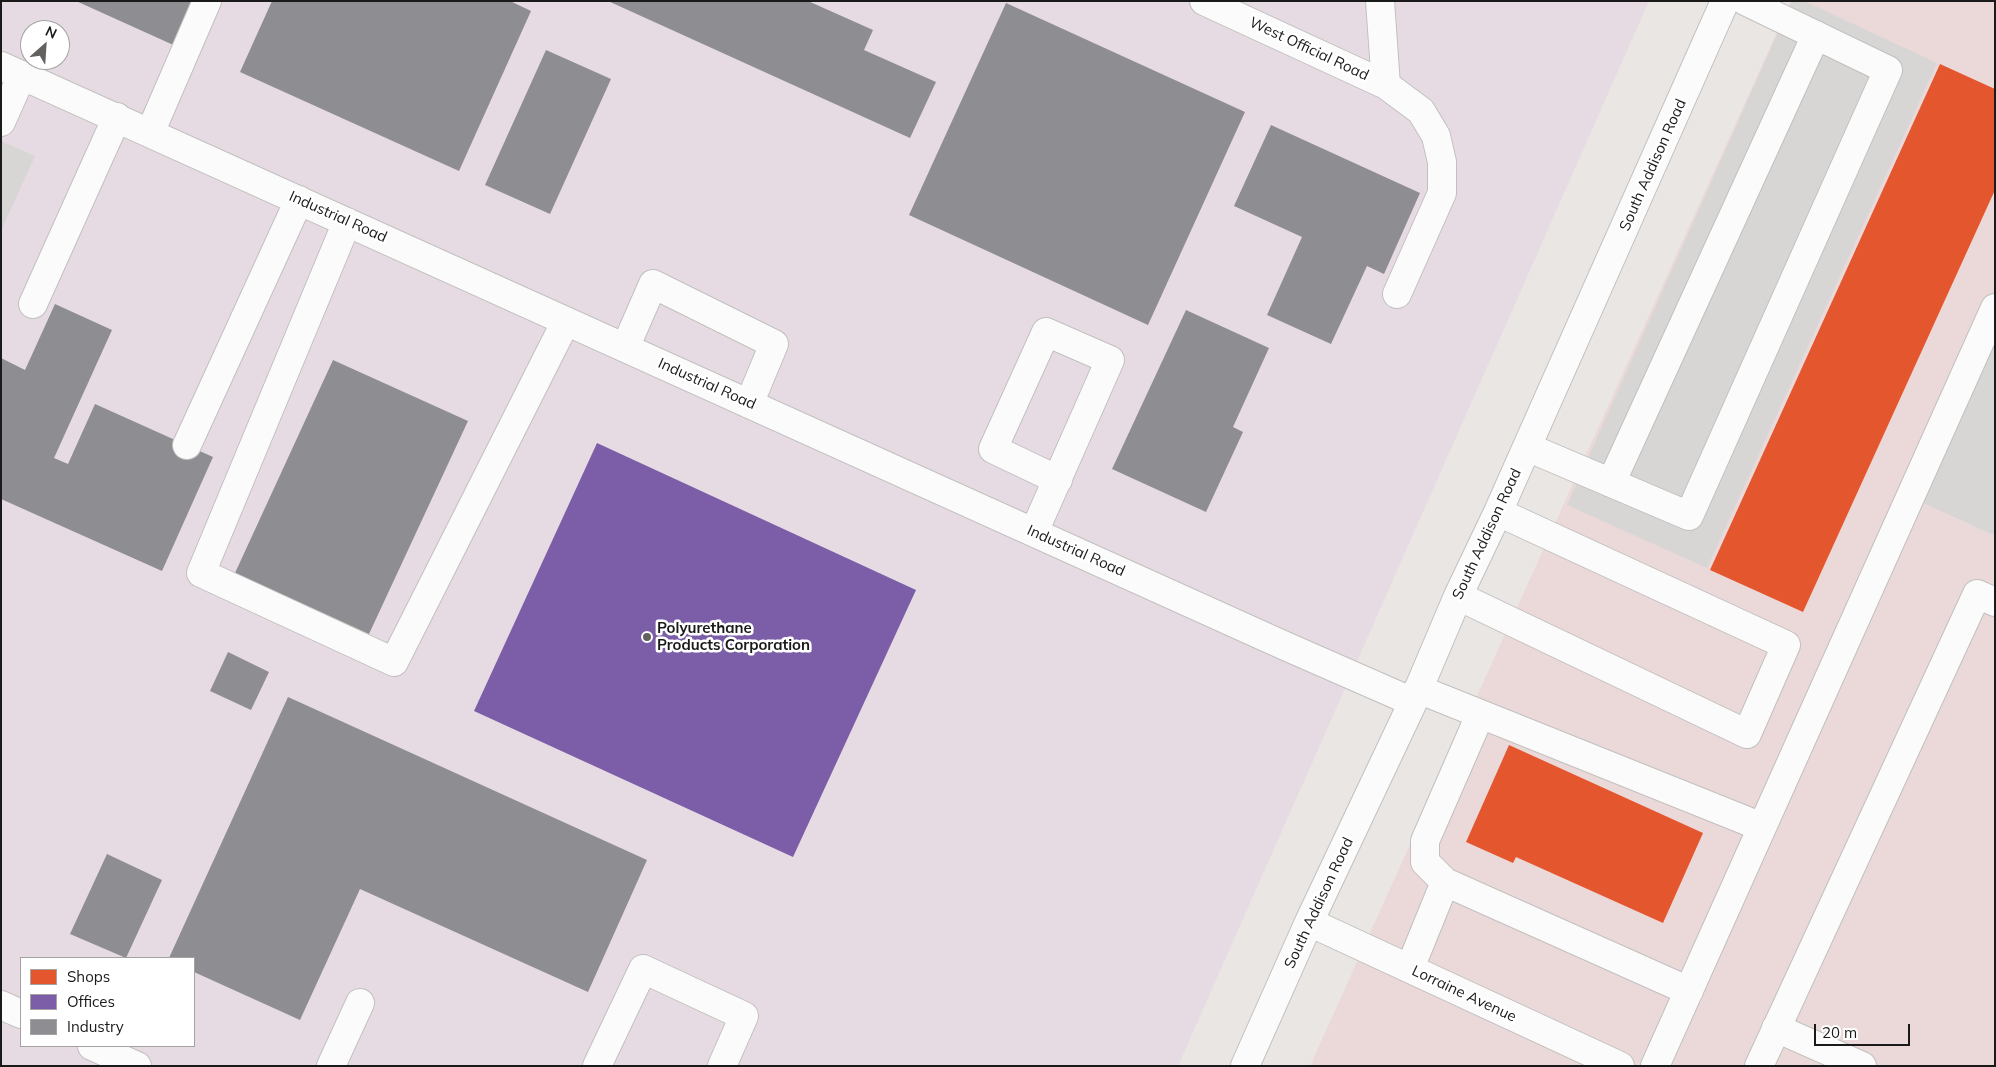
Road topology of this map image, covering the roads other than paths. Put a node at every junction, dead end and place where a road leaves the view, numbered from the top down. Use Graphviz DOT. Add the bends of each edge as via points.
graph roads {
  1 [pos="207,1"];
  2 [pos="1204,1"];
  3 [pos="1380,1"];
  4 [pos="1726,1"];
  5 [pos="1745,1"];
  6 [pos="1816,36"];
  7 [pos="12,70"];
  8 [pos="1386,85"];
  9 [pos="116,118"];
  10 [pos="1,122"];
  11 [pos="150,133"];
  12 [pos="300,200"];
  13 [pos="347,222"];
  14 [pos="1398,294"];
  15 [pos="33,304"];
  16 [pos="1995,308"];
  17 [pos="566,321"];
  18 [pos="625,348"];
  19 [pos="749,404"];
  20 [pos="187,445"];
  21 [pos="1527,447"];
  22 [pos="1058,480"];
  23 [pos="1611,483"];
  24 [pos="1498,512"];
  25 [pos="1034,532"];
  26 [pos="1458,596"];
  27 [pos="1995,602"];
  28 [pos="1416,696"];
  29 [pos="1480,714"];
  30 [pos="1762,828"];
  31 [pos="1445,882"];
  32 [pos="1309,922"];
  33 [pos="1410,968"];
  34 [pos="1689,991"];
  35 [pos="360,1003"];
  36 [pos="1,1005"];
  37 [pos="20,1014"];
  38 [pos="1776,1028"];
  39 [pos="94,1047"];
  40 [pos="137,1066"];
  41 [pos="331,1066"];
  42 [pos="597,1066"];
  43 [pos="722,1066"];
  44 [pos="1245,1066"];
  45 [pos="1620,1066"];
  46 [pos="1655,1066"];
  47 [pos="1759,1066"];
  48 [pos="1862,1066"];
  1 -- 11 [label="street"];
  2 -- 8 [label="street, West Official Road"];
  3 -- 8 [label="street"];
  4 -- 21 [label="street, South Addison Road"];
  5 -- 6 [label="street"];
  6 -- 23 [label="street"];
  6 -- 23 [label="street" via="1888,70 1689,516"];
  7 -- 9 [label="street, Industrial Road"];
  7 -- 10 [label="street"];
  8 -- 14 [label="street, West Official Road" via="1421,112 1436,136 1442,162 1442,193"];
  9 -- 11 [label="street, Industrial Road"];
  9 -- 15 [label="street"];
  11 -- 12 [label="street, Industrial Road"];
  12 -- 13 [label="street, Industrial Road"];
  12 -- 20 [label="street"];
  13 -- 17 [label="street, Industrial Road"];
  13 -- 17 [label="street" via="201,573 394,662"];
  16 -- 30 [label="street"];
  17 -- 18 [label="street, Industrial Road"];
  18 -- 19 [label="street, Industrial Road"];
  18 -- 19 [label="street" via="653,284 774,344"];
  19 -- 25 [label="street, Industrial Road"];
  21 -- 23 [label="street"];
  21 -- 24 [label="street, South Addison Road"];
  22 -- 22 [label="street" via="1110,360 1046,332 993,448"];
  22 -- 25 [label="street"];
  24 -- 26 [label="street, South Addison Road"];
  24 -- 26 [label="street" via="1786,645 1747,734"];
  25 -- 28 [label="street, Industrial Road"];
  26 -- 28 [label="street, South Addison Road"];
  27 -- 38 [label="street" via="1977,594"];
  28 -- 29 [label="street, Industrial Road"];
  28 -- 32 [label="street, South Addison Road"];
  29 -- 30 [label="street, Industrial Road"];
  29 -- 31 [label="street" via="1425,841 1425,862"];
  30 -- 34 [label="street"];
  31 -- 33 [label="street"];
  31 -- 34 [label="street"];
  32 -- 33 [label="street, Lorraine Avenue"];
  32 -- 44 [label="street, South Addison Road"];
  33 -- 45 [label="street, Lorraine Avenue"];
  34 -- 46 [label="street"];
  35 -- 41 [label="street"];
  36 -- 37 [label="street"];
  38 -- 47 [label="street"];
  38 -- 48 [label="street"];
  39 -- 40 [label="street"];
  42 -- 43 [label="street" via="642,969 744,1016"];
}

- Goal of the exercise: Except for the pictures, print the data above exactly.

- Result of the exercise:
Road topology of this map image, covering the roads other than paths. Put a node at every junction, dead end and place where a road leaves the view, numbered from the top down. Use Graphviz DOT. Add the bends of each edge as via points.
graph roads {
  1 [pos="207,1"];
  2 [pos="1204,1"];
  3 [pos="1380,1"];
  4 [pos="1726,1"];
  5 [pos="1745,1"];
  6 [pos="1816,36"];
  7 [pos="12,70"];
  8 [pos="1386,85"];
  9 [pos="116,118"];
  10 [pos="1,122"];
  11 [pos="150,133"];
  12 [pos="300,200"];
  13 [pos="347,222"];
  14 [pos="1398,294"];
  15 [pos="33,304"];
  16 [pos="1995,308"];
  17 [pos="566,321"];
  18 [pos="625,348"];
  19 [pos="749,404"];
  20 [pos="187,445"];
  21 [pos="1527,447"];
  22 [pos="1058,480"];
  23 [pos="1611,483"];
  24 [pos="1498,512"];
  25 [pos="1034,532"];
  26 [pos="1458,596"];
  27 [pos="1995,602"];
  28 [pos="1416,696"];
  29 [pos="1480,714"];
  30 [pos="1762,828"];
  31 [pos="1445,882"];
  32 [pos="1309,922"];
  33 [pos="1410,968"];
  34 [pos="1689,991"];
  35 [pos="360,1003"];
  36 [pos="1,1005"];
  37 [pos="20,1014"];
  38 [pos="1776,1028"];
  39 [pos="94,1047"];
  40 [pos="137,1066"];
  41 [pos="331,1066"];
  42 [pos="597,1066"];
  43 [pos="722,1066"];
  44 [pos="1245,1066"];
  45 [pos="1620,1066"];
  46 [pos="1655,1066"];
  47 [pos="1759,1066"];
  48 [pos="1862,1066"];
  1 -- 11 [label="street"];
  2 -- 8 [label="street, West Official Road"];
  3 -- 8 [label="street"];
  4 -- 21 [label="street, South Addison Road"];
  5 -- 6 [label="street"];
  6 -- 23 [label="street"];
  6 -- 23 [label="street" via="1888,70 1689,516"];
  7 -- 9 [label="street, Industrial Road"];
  7 -- 10 [label="street"];
  8 -- 14 [label="street, West Official Road" via="1421,112 1436,136 1442,162 1442,193"];
  9 -- 11 [label="street, Industrial Road"];
  9 -- 15 [label="street"];
  11 -- 12 [label="street, Industrial Road"];
  12 -- 13 [label="street, Industrial Road"];
  12 -- 20 [label="street"];
  13 -- 17 [label="street, Industrial Road"];
  13 -- 17 [label="street" via="201,573 394,662"];
  16 -- 30 [label="street"];
  17 -- 18 [label="street, Industrial Road"];
  18 -- 19 [label="street, Industrial Road"];
  18 -- 19 [label="street" via="653,284 774,344"];
  19 -- 25 [label="street, Industrial Road"];
  21 -- 23 [label="street"];
  21 -- 24 [label="street, South Addison Road"];
  22 -- 22 [label="street" via="1110,360 1046,332 993,448"];
  22 -- 25 [label="street"];
  24 -- 26 [label="street, South Addison Road"];
  24 -- 26 [label="street" via="1786,645 1747,734"];
  25 -- 28 [label="street, Industrial Road"];
  26 -- 28 [label="street, South Addison Road"];
  27 -- 38 [label="street" via="1977,594"];
  28 -- 29 [label="street, Industrial Road"];
  28 -- 32 [label="street, South Addison Road"];
  29 -- 30 [label="street, Industrial Road"];
  29 -- 31 [label="street" via="1425,841 1425,862"];
  30 -- 34 [label="street"];
  31 -- 33 [label="street"];
  31 -- 34 [label="street"];
  32 -- 33 [label="street, Lorraine Avenue"];
  32 -- 44 [label="street, South Addison Road"];
  33 -- 45 [label="street, Lorraine Avenue"];
  34 -- 46 [label="street"];
  35 -- 41 [label="street"];
  36 -- 37 [label="street"];
  38 -- 47 [label="street"];
  38 -- 48 [label="street"];
  39 -- 40 [label="street"];
  42 -- 43 [label="street" via="642,969 744,1016"];
}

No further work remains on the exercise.